- **PROBLEM DETAILS**
From the first entry to the last, copy each one exactly.

- **DATA**

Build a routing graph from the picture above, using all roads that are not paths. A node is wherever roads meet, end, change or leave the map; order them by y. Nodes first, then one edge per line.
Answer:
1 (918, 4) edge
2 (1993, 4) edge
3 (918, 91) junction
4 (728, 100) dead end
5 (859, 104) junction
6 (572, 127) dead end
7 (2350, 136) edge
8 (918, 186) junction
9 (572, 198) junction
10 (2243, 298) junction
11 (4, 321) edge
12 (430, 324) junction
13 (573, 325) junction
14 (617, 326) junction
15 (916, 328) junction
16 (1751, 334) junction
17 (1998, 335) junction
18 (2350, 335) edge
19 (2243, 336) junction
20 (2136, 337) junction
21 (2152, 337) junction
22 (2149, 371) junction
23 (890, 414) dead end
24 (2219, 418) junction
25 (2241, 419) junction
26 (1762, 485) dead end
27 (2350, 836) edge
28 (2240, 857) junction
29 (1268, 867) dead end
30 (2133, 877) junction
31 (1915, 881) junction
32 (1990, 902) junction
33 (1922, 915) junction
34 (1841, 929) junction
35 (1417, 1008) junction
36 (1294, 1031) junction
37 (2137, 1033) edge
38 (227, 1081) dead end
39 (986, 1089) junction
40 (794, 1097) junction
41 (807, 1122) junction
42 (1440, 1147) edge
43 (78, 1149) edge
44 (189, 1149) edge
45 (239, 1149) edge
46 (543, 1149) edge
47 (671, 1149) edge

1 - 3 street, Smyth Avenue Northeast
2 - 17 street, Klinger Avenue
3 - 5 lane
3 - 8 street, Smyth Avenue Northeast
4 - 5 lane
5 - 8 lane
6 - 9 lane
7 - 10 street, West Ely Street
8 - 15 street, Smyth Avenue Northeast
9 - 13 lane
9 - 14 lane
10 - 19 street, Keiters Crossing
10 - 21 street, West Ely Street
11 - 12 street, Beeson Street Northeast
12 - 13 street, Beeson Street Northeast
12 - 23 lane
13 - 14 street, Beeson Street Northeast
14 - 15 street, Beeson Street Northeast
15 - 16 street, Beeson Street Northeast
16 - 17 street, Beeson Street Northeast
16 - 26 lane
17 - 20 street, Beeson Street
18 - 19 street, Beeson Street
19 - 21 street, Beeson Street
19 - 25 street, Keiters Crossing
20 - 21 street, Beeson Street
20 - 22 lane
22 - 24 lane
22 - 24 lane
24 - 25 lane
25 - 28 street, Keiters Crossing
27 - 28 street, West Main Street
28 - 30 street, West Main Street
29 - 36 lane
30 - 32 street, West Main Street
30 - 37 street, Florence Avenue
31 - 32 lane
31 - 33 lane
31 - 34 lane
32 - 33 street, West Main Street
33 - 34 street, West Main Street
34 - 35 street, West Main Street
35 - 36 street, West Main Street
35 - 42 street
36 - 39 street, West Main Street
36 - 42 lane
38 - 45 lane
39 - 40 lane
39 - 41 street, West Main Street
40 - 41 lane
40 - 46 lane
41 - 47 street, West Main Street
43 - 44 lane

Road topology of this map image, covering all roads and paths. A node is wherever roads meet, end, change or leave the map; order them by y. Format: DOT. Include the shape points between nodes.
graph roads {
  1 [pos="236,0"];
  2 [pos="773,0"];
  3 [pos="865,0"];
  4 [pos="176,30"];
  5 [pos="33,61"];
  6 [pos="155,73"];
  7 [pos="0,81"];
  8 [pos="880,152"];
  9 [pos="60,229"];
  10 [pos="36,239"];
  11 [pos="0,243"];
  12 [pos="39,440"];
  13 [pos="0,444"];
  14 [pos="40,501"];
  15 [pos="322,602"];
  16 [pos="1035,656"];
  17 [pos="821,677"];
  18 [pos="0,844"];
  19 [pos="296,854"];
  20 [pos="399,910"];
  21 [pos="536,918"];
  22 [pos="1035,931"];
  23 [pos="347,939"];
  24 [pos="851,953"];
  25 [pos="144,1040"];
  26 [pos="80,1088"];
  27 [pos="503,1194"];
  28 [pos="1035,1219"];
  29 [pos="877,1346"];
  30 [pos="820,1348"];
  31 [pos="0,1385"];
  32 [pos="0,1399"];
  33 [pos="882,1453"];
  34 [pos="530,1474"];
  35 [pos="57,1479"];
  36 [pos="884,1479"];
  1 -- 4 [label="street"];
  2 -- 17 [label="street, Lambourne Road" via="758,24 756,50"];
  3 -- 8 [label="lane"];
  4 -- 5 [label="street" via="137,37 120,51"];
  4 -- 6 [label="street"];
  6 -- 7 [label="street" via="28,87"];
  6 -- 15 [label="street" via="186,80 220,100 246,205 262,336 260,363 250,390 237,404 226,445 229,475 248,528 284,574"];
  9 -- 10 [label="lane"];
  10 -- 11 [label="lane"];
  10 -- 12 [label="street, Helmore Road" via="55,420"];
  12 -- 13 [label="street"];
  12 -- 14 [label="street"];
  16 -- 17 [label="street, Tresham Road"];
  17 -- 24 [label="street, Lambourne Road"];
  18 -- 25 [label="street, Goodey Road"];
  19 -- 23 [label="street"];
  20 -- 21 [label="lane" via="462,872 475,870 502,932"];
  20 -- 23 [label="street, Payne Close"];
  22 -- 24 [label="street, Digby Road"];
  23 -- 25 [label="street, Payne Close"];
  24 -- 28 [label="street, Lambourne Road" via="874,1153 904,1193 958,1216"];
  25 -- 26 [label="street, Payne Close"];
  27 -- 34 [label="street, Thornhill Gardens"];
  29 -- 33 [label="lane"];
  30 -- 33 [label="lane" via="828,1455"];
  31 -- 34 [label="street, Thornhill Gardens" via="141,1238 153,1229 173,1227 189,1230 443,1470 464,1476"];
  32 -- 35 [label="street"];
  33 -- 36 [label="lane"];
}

- **TASK OUTPUT**
Build a routing graph from the picture above, using all roads that are not paths. A node is wherever roads meet, end, change or leave the map; order them by y. Nodes first, then one edge per line.
Answer:
1 (918, 4) edge
2 (1993, 4) edge
3 (918, 91) junction
4 (728, 100) dead end
5 (859, 104) junction
6 (572, 127) dead end
7 (2350, 136) edge
8 (918, 186) junction
9 (572, 198) junction
10 (2243, 298) junction
11 (4, 321) edge
12 (430, 324) junction
13 (573, 325) junction
14 (617, 326) junction
15 (916, 328) junction
16 (1751, 334) junction
17 (1998, 335) junction
18 (2350, 335) edge
19 (2243, 336) junction
20 (2136, 337) junction
21 (2152, 337) junction
22 (2149, 371) junction
23 (890, 414) dead end
24 (2219, 418) junction
25 (2241, 419) junction
26 (1762, 485) dead end
27 (2350, 836) edge
28 (2240, 857) junction
29 (1268, 867) dead end
30 (2133, 877) junction
31 (1915, 881) junction
32 (1990, 902) junction
33 (1922, 915) junction
34 (1841, 929) junction
35 (1417, 1008) junction
36 (1294, 1031) junction
37 (2137, 1033) edge
38 (227, 1081) dead end
39 (986, 1089) junction
40 (794, 1097) junction
41 (807, 1122) junction
42 (1440, 1147) edge
43 (78, 1149) edge
44 (189, 1149) edge
45 (239, 1149) edge
46 (543, 1149) edge
47 (671, 1149) edge

1 - 3 street, Smyth Avenue Northeast
2 - 17 street, Klinger Avenue
3 - 5 lane
3 - 8 street, Smyth Avenue Northeast
4 - 5 lane
5 - 8 lane
6 - 9 lane
7 - 10 street, West Ely Street
8 - 15 street, Smyth Avenue Northeast
9 - 13 lane
9 - 14 lane
10 - 19 street, Keiters Crossing
10 - 21 street, West Ely Street
11 - 12 street, Beeson Street Northeast
12 - 13 street, Beeson Street Northeast
12 - 23 lane
13 - 14 street, Beeson Street Northeast
14 - 15 street, Beeson Street Northeast
15 - 16 street, Beeson Street Northeast
16 - 17 street, Beeson Street Northeast
16 - 26 lane
17 - 20 street, Beeson Street
18 - 19 street, Beeson Street
19 - 21 street, Beeson Street
19 - 25 street, Keiters Crossing
20 - 21 street, Beeson Street
20 - 22 lane
22 - 24 lane
22 - 24 lane
24 - 25 lane
25 - 28 street, Keiters Crossing
27 - 28 street, West Main Street
28 - 30 street, West Main Street
29 - 36 lane
30 - 32 street, West Main Street
30 - 37 street, Florence Avenue
31 - 32 lane
31 - 33 lane
31 - 34 lane
32 - 33 street, West Main Street
33 - 34 street, West Main Street
34 - 35 street, West Main Street
35 - 36 street, West Main Street
35 - 42 street
36 - 39 street, West Main Street
36 - 42 lane
38 - 45 lane
39 - 40 lane
39 - 41 street, West Main Street
40 - 41 lane
40 - 46 lane
41 - 47 street, West Main Street
43 - 44 lane

Road topology of this map image, covering all roads and paths. A node is wherever roads meet, end, change or leave the map; order them by y. Format: DOT. Include the shape points between nodes.
graph roads {
  1 [pos="236,0"];
  2 [pos="773,0"];
  3 [pos="865,0"];
  4 [pos="176,30"];
  5 [pos="33,61"];
  6 [pos="155,73"];
  7 [pos="0,81"];
  8 [pos="880,152"];
  9 [pos="60,229"];
  10 [pos="36,239"];
  11 [pos="0,243"];
  12 [pos="39,440"];
  13 [pos="0,444"];
  14 [pos="40,501"];
  15 [pos="322,602"];
  16 [pos="1035,656"];
  17 [pos="821,677"];
  18 [pos="0,844"];
  19 [pos="296,854"];
  20 [pos="399,910"];
  21 [pos="536,918"];
  22 [pos="1035,931"];
  23 [pos="347,939"];
  24 [pos="851,953"];
  25 [pos="144,1040"];
  26 [pos="80,1088"];
  27 [pos="503,1194"];
  28 [pos="1035,1219"];
  29 [pos="877,1346"];
  30 [pos="820,1348"];
  31 [pos="0,1385"];
  32 [pos="0,1399"];
  33 [pos="882,1453"];
  34 [pos="530,1474"];
  35 [pos="57,1479"];
  36 [pos="884,1479"];
  1 -- 4 [label="street"];
  2 -- 17 [label="street, Lambourne Road" via="758,24 756,50"];
  3 -- 8 [label="lane"];
  4 -- 5 [label="street" via="137,37 120,51"];
  4 -- 6 [label="street"];
  6 -- 7 [label="street" via="28,87"];
  6 -- 15 [label="street" via="186,80 220,100 246,205 262,336 260,363 250,390 237,404 226,445 229,475 248,528 284,574"];
  9 -- 10 [label="lane"];
  10 -- 11 [label="lane"];
  10 -- 12 [label="street, Helmore Road" via="55,420"];
  12 -- 13 [label="street"];
  12 -- 14 [label="street"];
  16 -- 17 [label="street, Tresham Road"];
  17 -- 24 [label="street, Lambourne Road"];
  18 -- 25 [label="street, Goodey Road"];
  19 -- 23 [label="street"];
  20 -- 21 [label="lane" via="462,872 475,870 502,932"];
  20 -- 23 [label="street, Payne Close"];
  22 -- 24 [label="street, Digby Road"];
  23 -- 25 [label="street, Payne Close"];
  24 -- 28 [label="street, Lambourne Road" via="874,1153 904,1193 958,1216"];
  25 -- 26 [label="street, Payne Close"];
  27 -- 34 [label="street, Thornhill Gardens"];
  29 -- 33 [label="lane"];
  30 -- 33 [label="lane" via="828,1455"];
  31 -- 34 [label="street, Thornhill Gardens" via="141,1238 153,1229 173,1227 189,1230 443,1470 464,1476"];
  32 -- 35 [label="street"];
  33 -- 36 [label="lane"];
}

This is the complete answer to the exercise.